'''

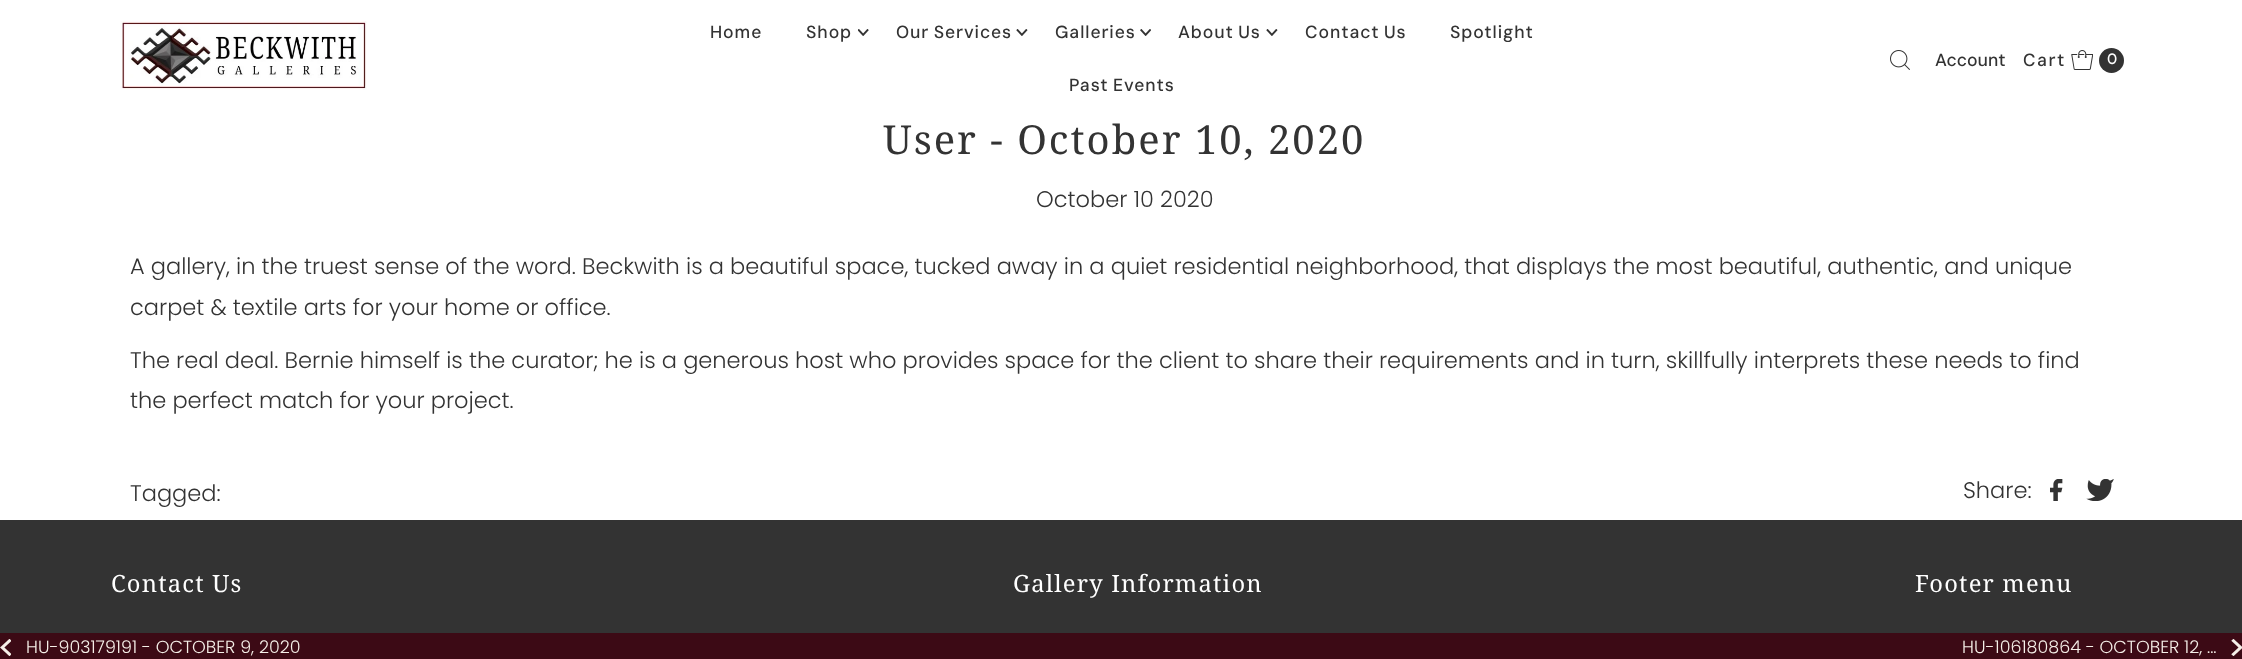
<svg xmlns="http://www.w3.org/2000/svg" width="2242" height="659">
<style>
.a{font:500 17.5px DM Sans;letter-spacing:0.9px;fill:#333}
.b{font:500 17.5px DM Sans;fill:#333}
.c{font:500 17.5px DM Sans;letter-spacing:1.5px;fill:#333}
.d{font:500 15px 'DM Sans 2';fill:#fff}
.e{font:40px Noto Serif;letter-spacing:2px;fill:#333}
.f{font:300 22.5px Poppins;fill:#333}
.g{font:300 17.5px Poppins;fill:#f6f0e9}
.h{font:23.75px Noto Serif;letter-spacing:1.2px;fill:#fff}
</style>
<rect width="100%" height="100%" fill="#fff"/>
<image href="1.png" x="120" y="21" width="247" height="69"/>
<image href="2.png" x="858" y="29" width="11" height="7"/>
<image href="3.png" x="1016" y="29" width="12" height="7"/>
<image href="4.png" x="1140" y="29" width="11" height="7"/>
<image href="3.png" x="1266" y="29" width="12" height="7"/>
<image href="5.png" x="1890" y="50" width="20" height="20"/>
<image href="6.png" x="2071" y="50" width="22" height="20"/>
<circle fill="#333" cx="2111.5" cy="60.5" r="12.5"/>
<image href="7.png" x="2050" y="479" width="13" height="22"/>
<image href="8.png" x="2086" y="479" width="28" height="22"/>
<path fill="#3c0a15" d="M0 633h2242v26H0z"/>
<image href="9.png" x="0" y="639" width="11" height="17"/>
<image href="10.png" x="2231" y="639" width="11" height="17"/>
<path fill="#333" d="M0 520h2242v113H0z"/>
<text class="a" x="710" y="38">Home</text>
<text class="a" x="806" y="38">Shop</text>
<text class="a" x="896" y="38" word-spacing="-1">Our Services</text>
<text class="a" x="1055" y="38">Galleries</text>
<text class="a" x="1178" y="38" word-spacing="-1">About Us</text>
<text class="a" x="1305" y="38" word-spacing="-1">Contact Us</text>
<text class="a" x="1450" y="38">Spotlight</text>
<text class="a" x="1069" y="91" word-spacing="-1">Past Events</text>
<text class="b" x="1935" y="66">Account</text>
<text class="c" x="2023" y="66">Cart</text>
<text class="d" x="2107" y="64">0</text>
<text class="e" x="883" y="154">User - October 10, 2020</text>
<text class="f" x="1036" y="207">October 10 2020</text>
<text class="f" x="130" y="274">A gallery, in the truest sense of the word. Beckwith is a beautiful space, tucked away in a quiet residential neighborhood, that displays the most beautiful, authentic, and unique</text>
<text class="f" x="130" y="315">carpet &amp; textile arts for your home or office.</text>
<text class="f" x="130" y="368">The real deal. Bernie himself is the curator; he is a generous host who provides space for the client to share their requirements and in turn, skillfully interprets these needs to find</text>
<text class="f" x="130" y="408">the perfect match for your project.</text>
<text class="f" x="130" y="501">Tagged:</text>
<text class="f" x="1963" y="498">Share:</text>
<text class="g" x="26" y="653">HU-903179191 - OCTOBER 9, 2020</text>
<text class="g" x="1962" y="653">HU-106180864 - OCTOBER 12, ...</text>
<text class="h" x="111" y="592">Contact Us</text>
<text class="h" x="1013" y="592">Gallery Information</text>
<text class="h" x="1915" y="592">Footer menu</text>
</svg>
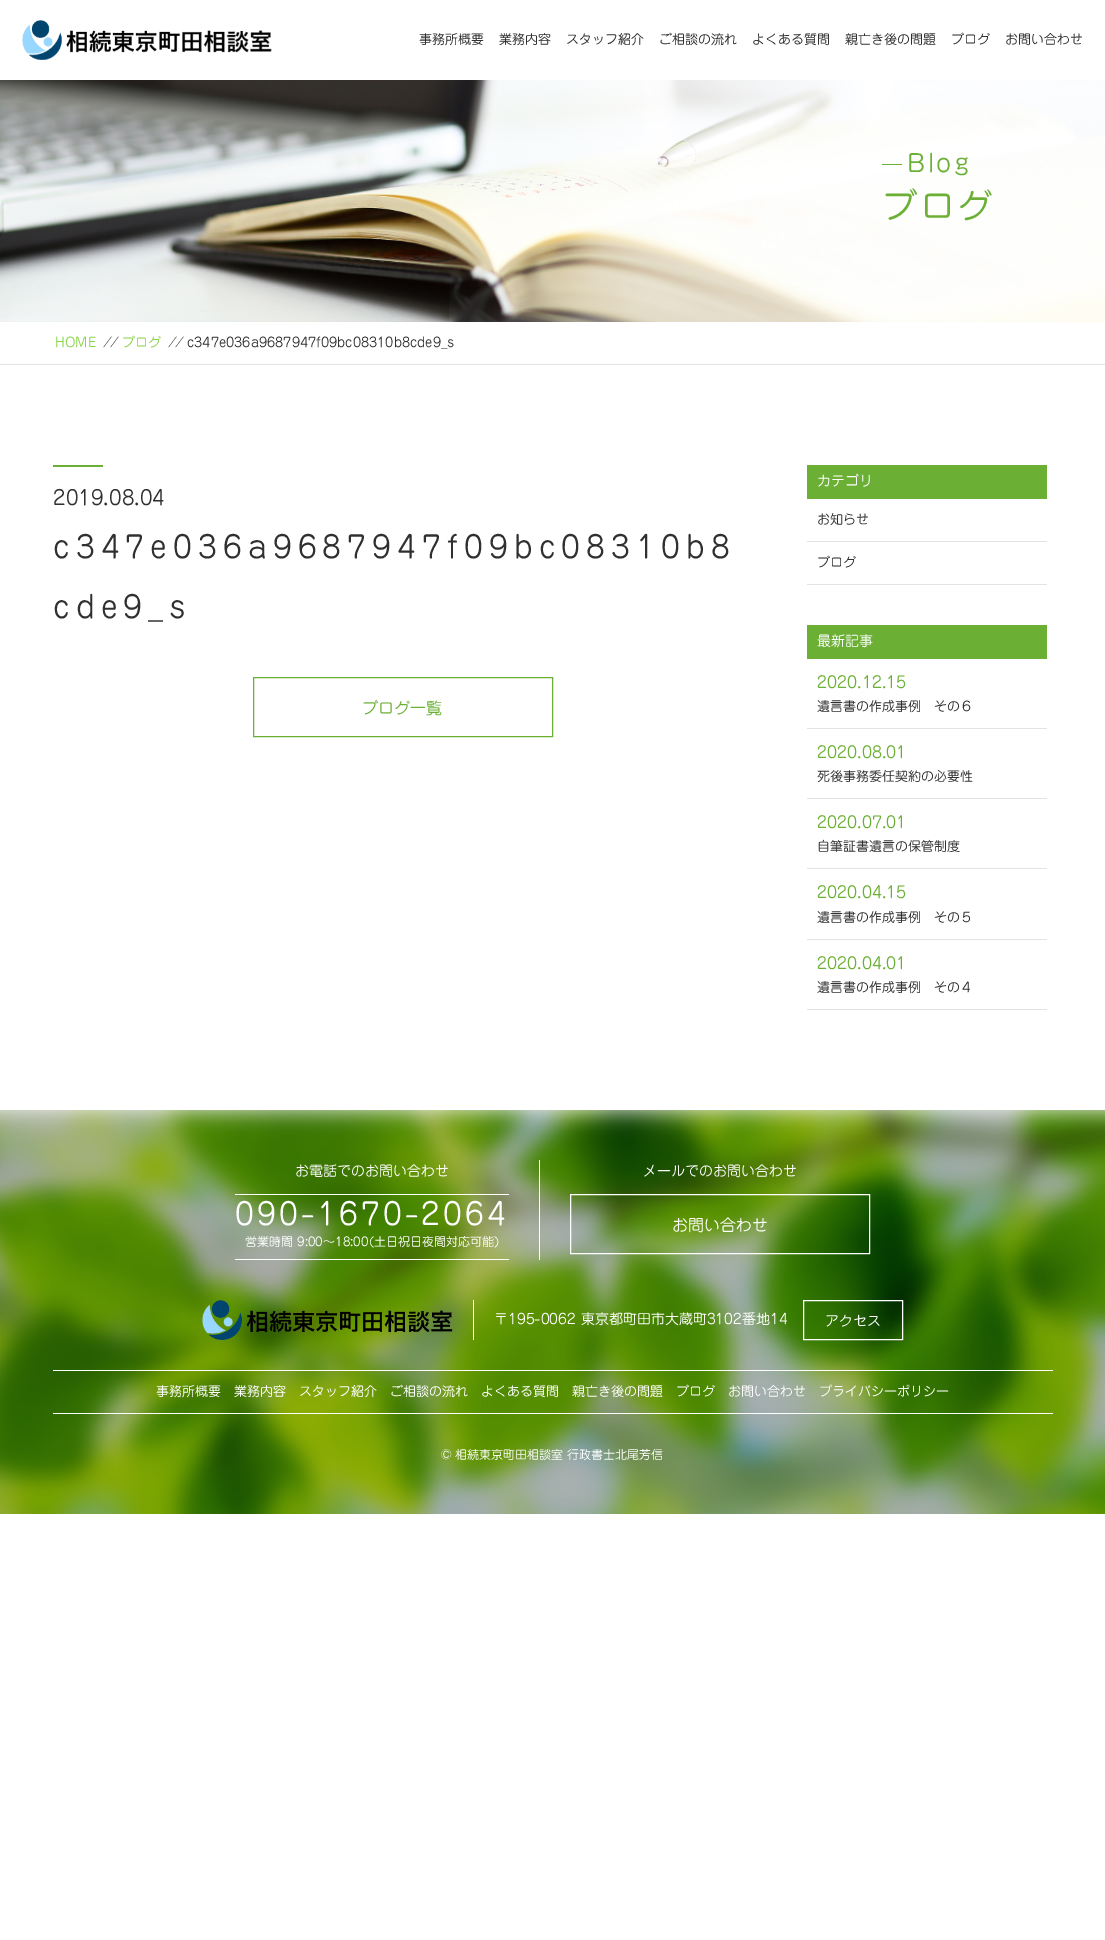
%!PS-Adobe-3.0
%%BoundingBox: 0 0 1105 1940
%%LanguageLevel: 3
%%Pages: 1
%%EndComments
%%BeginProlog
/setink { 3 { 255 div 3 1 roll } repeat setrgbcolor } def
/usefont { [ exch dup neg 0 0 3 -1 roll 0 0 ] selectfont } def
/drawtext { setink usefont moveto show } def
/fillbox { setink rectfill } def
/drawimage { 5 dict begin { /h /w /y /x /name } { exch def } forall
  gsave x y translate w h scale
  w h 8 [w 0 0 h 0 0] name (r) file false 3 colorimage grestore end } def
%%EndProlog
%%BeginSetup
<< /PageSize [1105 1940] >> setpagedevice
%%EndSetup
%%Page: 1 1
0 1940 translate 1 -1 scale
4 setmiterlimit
0 0 1105 1940 255 255 255 fillbox
(assets/img1.rgb) 22 20 250 40 drawimage
(事務所概要) 419 44 /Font-Regular 13 48 48 48 drawtext
(業務内容) 499 44 /Font-Regular 13 48 48 48 drawtext
(スタッフ紹介) 566 44 /Font-Regular 13 48 48 48 drawtext
(ご相談の流れ) 659 44 /Font-Regular 13 48 48 48 drawtext
(よくある質問) 752 44 /Font-Regular 13 48 48 48 drawtext
(親亡き後の問題) 845 44 /Font-Regular 13 48 48 48 drawtext
(ブログ) 951 44 /Font-Regular 13 48 48 48 drawtext
(お問い合わせ) 1005 44 /Font-Regular 13 48 48 48 drawtext
(assets/img2.rgb) 0 80 1105 242 drawimage
882 164 20 1 107 176 53 fillbox
/Font-Regular 24 usefont
907 172 moveto 2.5 0 (Blog) ashow
/Font-Regular 35 usefont
882 219 moveto 2.5 0 (ブログ) ashow
0 364 1105 1 227 227 227 fillbox
(HOME) 55 347 /Font-Regular 13 137 212 72 drawtext
(//) 103 347 /Font-Italic 13 48 48 48 drawtext
(ブログ) 122 347 /Font-Regular 13 137 212 72 drawtext
(//) 168 347 /Font-Italic 13 48 48 48 drawtext
(c347e036a9687947f09bc08310b8cde9_s) 187 347 /Font-Regular 13 48 48 48 drawtext
53 465 50 2 107 176 53 fillbox
(2019.08.04) 53 505 /Font-Regular 20 48 48 48 drawtext
/Font-Regular 30 usefont
53 558 moveto 6 0 (c347e036a9687947f09bc08310b8) ashow
53 618 moveto 6 0 (cde9_s) ashow
107 176 53 setink
253.5 677.5 299 59 rectstroke
(ブログ一覧) 362 714 /Font-Regular 16 107 176 53 drawtext
807 465 240 34 107 176 53 fillbox
(カテゴリ) 817 486 /Font-Regular 14 255 255 255 drawtext
807 541 240 1 227 227 227 fillbox
(お知らせ) 817 524 /Font-Regular 13 48 48 48 drawtext
807 584 240 1 227 227 227 fillbox
(ブログ) 817 567 /Font-Regular 13 48 48 48 drawtext
807 625 240 34 107 176 53 fillbox
(最新記事) 817 646 /Font-Regular 14 255 255 255 drawtext
807 728 240 1 227 227 227 fillbox
(2020.12.15) 817 688 /Font-Regular 16 107 176 53 drawtext
(遺言書の作成事例　その６) 817 711 /Font-Regular 13 48 48 48 drawtext
807 798 240 1 227 227 227 fillbox
(2020.08.01) 817 758 /Font-Regular 16 107 176 53 drawtext
(死後事務委任契約の必要性) 817 781 /Font-Regular 13 48 48 48 drawtext
807 868 240 1 227 227 227 fillbox
(2020.07.01) 817 828 /Font-Regular 16 107 176 53 drawtext
(自筆証書遺言の保管制度) 817 851 /Font-Regular 13 48 48 48 drawtext
807 939 240 1 227 227 227 fillbox
(2020.04.15) 817 898 /Font-Regular 16 107 176 53 drawtext
(遺言書の作成事例　その５) 817 922 /Font-Regular 13 48 48 48 drawtext
807 1009 240 1 227 227 227 fillbox
(2020.04.01) 817 969 /Font-Regular 16 107 176 53 drawtext
(遺言書の作成事例　その４) 817 992 /Font-Regular 13 48 48 48 drawtext
(assets/img3.rgb) 0 1110 1105 404 drawimage
539 1160 1 100 255 255 255 fillbox
(お電話でのお問い合わせ) 295 1176 /Font-Regular 14 255 255 255 drawtext
235 1194 274 1 255 255 255 fillbox
235 1259 274 1 255 255 255 fillbox
/Font-Regular 30 usefont
235 1225 moveto 3 0 (090-1670-2064) ashow
(営業時間 9:00～18:00\(土日祝日夜間対応可能\)) 245 1246 /Font-Regular 12 255 255 255 drawtext
(メールでのお問い合わせ) 643 1176 /Font-Regular 14 255 255 255 drawtext
570.5 1194.5 299 59 rectstroke
(お問い合わせ) 672 1231 /Font-Regular 16 255 255 255 drawtext
473 1300 1 40 255 255 255 fillbox
(assets/img4.rgb) 202 1300 251 40 drawimage
(〒195-0062 東京都町田市大蔵町3102番地14) 494 1324 /Font-Regular 14 255 255 255 drawtext
803.5 1300.5 99 39 rectstroke
(アクセス) 825 1326 /Font-Regular 14 255 255 255 drawtext
53 1370 1000 1 255 255 255 fillbox
53 1413 1000 1 255 255 255 fillbox
(事務所概要) 156 1396 /Font-Regular 13 255 255 255 drawtext
(業務内容) 234 1396 /Font-Regular 13 255 255 255 drawtext
(スタッフ紹介) 299 1396 /Font-Regular 13 255 255 255 drawtext
(ご相談の流れ) 390 1396 /Font-Regular 13 255 255 255 drawtext
(よくある質問) 481 1396 /Font-Regular 13 255 255 255 drawtext
(親亡き後の問題) 572 1396 /Font-Regular 13 255 255 255 drawtext
(ブログ) 676 1396 /Font-Regular 13 255 255 255 drawtext
(お問い合わせ) 728 1396 /Font-Regular 13 255 255 255 drawtext
(プライバシーポリシー) 819 1396 /Font-Regular 13 255 255 255 drawtext
(© 相続東京町田相談室 行政書士北尾芳信) 441 1459 /Font-Regular 12 255 255 255 drawtext
showpage
%%EOF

'''

■ Exercise instructions
Repeat each line of the listing word for word, from the first through the line that contains "October 10, 2020</text>". Any picture stays out.

■ Response below
<svg xmlns="http://www.w3.org/2000/svg" width="2242" height="659">
<style>
.a{font:500 17.5px DM Sans;letter-spacing:0.9px;fill:#333}
.b{font:500 17.5px DM Sans;fill:#333}
.c{font:500 17.5px DM Sans;letter-spacing:1.5px;fill:#333}
.d{font:500 15px 'DM Sans 2';fill:#fff}
.e{font:40px Noto Serif;letter-spacing:2px;fill:#333}
.f{font:300 22.5px Poppins;fill:#333}
.g{font:300 17.5px Poppins;fill:#f6f0e9}
.h{font:23.75px Noto Serif;letter-spacing:1.2px;fill:#fff}
</style>
<rect width="100%" height="100%" fill="#fff"/>
<image href="1.png" x="120" y="21" width="247" height="69"/>
<image href="2.png" x="858" y="29" width="11" height="7"/>
<image href="3.png" x="1016" y="29" width="12" height="7"/>
<image href="4.png" x="1140" y="29" width="11" height="7"/>
<image href="3.png" x="1266" y="29" width="12" height="7"/>
<image href="5.png" x="1890" y="50" width="20" height="20"/>
<image href="6.png" x="2071" y="50" width="22" height="20"/>
<circle fill="#333" cx="2111.5" cy="60.5" r="12.5"/>
<image href="7.png" x="2050" y="479" width="13" height="22"/>
<image href="8.png" x="2086" y="479" width="28" height="22"/>
<path fill="#3c0a15" d="M0 633h2242v26H0z"/>
<image href="9.png" x="0" y="639" width="11" height="17"/>
<image href="10.png" x="2231" y="639" width="11" height="17"/>
<path fill="#333" d="M0 520h2242v113H0z"/>
<text class="a" x="710" y="38">Home</text>
<text class="a" x="806" y="38">Shop</text>
<text class="a" x="896" y="38" word-spacing="-1">Our Services</text>
<text class="a" x="1055" y="38">Galleries</text>
<text class="a" x="1178" y="38" word-spacing="-1">About Us</text>
<text class="a" x="1305" y="38" word-spacing="-1">Contact Us</text>
<text class="a" x="1450" y="38">Spotlight</text>
<text class="a" x="1069" y="91" word-spacing="-1">Past Events</text>
<text class="b" x="1935" y="66">Account</text>
<text class="c" x="2023" y="66">Cart</text>
<text class="d" x="2107" y="64">0</text>
<text class="e" x="883" y="154">User - October 10, 2020</text>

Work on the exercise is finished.